[Items from a data source]
:::::

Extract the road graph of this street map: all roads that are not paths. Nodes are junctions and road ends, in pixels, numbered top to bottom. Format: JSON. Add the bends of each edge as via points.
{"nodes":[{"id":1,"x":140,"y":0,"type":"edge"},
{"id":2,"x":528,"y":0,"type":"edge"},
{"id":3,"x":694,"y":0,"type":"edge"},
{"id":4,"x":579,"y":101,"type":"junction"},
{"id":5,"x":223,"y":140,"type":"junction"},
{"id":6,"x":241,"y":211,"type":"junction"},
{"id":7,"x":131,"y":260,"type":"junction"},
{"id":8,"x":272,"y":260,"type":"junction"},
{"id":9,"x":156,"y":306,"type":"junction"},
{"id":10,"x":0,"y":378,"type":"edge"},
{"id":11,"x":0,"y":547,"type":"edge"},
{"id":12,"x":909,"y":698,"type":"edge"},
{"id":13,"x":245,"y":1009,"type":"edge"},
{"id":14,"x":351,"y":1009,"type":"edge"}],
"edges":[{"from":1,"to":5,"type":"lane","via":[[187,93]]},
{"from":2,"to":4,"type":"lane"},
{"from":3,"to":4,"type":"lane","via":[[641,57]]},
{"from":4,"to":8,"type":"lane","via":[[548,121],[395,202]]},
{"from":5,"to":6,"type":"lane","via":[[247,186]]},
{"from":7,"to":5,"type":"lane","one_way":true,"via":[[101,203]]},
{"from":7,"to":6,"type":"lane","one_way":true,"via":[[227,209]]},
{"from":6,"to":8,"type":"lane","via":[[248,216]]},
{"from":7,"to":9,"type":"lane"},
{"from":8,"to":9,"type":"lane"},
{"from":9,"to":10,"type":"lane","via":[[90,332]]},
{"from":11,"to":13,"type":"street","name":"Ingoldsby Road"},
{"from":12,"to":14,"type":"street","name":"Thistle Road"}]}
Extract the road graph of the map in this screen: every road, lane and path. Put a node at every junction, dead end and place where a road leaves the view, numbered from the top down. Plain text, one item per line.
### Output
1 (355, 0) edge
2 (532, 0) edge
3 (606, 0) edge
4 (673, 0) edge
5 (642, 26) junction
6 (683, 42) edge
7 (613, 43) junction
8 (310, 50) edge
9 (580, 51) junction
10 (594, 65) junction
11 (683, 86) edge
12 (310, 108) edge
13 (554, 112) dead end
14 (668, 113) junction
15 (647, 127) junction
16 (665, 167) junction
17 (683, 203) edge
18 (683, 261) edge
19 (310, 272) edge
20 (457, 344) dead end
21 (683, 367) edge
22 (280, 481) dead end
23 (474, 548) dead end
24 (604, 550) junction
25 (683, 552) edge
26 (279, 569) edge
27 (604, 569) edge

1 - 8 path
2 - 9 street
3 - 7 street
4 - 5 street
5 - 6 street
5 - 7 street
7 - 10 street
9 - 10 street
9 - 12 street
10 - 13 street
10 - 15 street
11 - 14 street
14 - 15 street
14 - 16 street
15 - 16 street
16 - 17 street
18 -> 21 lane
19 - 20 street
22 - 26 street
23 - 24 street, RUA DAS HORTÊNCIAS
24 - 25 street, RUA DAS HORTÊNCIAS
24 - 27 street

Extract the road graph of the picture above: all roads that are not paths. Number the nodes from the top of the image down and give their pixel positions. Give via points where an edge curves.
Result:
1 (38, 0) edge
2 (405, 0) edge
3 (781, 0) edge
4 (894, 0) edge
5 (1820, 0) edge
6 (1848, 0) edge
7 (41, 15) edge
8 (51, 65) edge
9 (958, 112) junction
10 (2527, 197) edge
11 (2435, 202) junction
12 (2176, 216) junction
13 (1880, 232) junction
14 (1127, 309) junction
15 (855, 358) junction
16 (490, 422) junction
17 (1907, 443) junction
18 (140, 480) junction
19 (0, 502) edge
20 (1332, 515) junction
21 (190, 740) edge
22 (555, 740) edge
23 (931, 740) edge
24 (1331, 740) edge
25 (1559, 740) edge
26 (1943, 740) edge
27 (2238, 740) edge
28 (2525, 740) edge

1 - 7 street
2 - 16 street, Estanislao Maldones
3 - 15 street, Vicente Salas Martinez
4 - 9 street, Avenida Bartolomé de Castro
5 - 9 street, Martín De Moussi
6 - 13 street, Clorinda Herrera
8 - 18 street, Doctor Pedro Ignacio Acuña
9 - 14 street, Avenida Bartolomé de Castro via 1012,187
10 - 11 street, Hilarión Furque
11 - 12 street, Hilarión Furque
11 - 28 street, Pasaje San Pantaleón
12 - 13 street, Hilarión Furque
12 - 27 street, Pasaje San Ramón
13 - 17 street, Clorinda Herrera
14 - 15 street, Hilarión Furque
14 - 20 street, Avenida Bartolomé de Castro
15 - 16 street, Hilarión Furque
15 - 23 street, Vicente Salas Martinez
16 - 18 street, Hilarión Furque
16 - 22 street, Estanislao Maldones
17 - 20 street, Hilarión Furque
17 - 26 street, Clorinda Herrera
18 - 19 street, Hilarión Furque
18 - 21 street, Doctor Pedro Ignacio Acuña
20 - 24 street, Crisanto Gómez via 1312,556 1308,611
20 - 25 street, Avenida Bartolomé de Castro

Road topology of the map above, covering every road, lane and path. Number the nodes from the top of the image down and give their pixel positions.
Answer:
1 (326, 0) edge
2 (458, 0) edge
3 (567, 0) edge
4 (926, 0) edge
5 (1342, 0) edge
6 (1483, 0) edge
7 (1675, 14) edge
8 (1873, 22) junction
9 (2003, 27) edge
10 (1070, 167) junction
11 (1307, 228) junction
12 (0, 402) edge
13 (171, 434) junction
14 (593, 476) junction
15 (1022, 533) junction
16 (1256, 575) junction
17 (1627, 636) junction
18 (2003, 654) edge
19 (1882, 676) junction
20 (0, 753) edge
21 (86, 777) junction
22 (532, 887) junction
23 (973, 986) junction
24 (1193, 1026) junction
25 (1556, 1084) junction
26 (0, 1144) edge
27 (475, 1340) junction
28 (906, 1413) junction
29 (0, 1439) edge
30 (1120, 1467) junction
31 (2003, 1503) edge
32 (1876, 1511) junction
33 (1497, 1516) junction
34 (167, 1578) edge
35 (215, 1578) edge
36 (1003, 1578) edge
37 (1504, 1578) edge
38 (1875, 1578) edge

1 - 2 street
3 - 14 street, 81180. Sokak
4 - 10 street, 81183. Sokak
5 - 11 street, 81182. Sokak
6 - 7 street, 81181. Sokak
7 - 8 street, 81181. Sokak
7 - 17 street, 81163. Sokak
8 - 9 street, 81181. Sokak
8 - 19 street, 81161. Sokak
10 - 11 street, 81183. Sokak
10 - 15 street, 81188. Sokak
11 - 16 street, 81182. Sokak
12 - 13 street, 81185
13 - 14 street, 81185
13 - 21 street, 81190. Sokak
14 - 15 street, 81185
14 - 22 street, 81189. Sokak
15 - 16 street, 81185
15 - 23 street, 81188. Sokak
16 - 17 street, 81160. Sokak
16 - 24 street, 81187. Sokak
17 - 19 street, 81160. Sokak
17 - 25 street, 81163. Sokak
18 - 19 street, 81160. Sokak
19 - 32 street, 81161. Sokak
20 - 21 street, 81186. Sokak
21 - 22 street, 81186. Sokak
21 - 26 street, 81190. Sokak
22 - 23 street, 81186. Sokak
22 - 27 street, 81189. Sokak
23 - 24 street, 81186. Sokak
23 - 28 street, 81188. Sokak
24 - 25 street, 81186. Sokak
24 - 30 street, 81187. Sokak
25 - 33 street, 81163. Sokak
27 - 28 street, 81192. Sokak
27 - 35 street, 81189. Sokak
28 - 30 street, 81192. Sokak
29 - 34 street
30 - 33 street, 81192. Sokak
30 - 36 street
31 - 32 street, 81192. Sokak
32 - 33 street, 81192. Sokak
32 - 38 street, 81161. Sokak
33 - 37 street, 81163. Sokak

:::::

- ACTIVITY
Filter the entries above and keep only the lines with the word "that".

- ANSWER FOR THIS EXERCISE
Extract the road graph of this street map: all roads that are not paths. Nodes are junctions and road ends, in pixels, numbered top to bottom. Format: JSON. Add the bends of each edge as via points.
Extract the road graph of the picture above: all roads that are not paths. Number the nodes from the top of the image down and give their pixel positions. Give via points where an edge curves.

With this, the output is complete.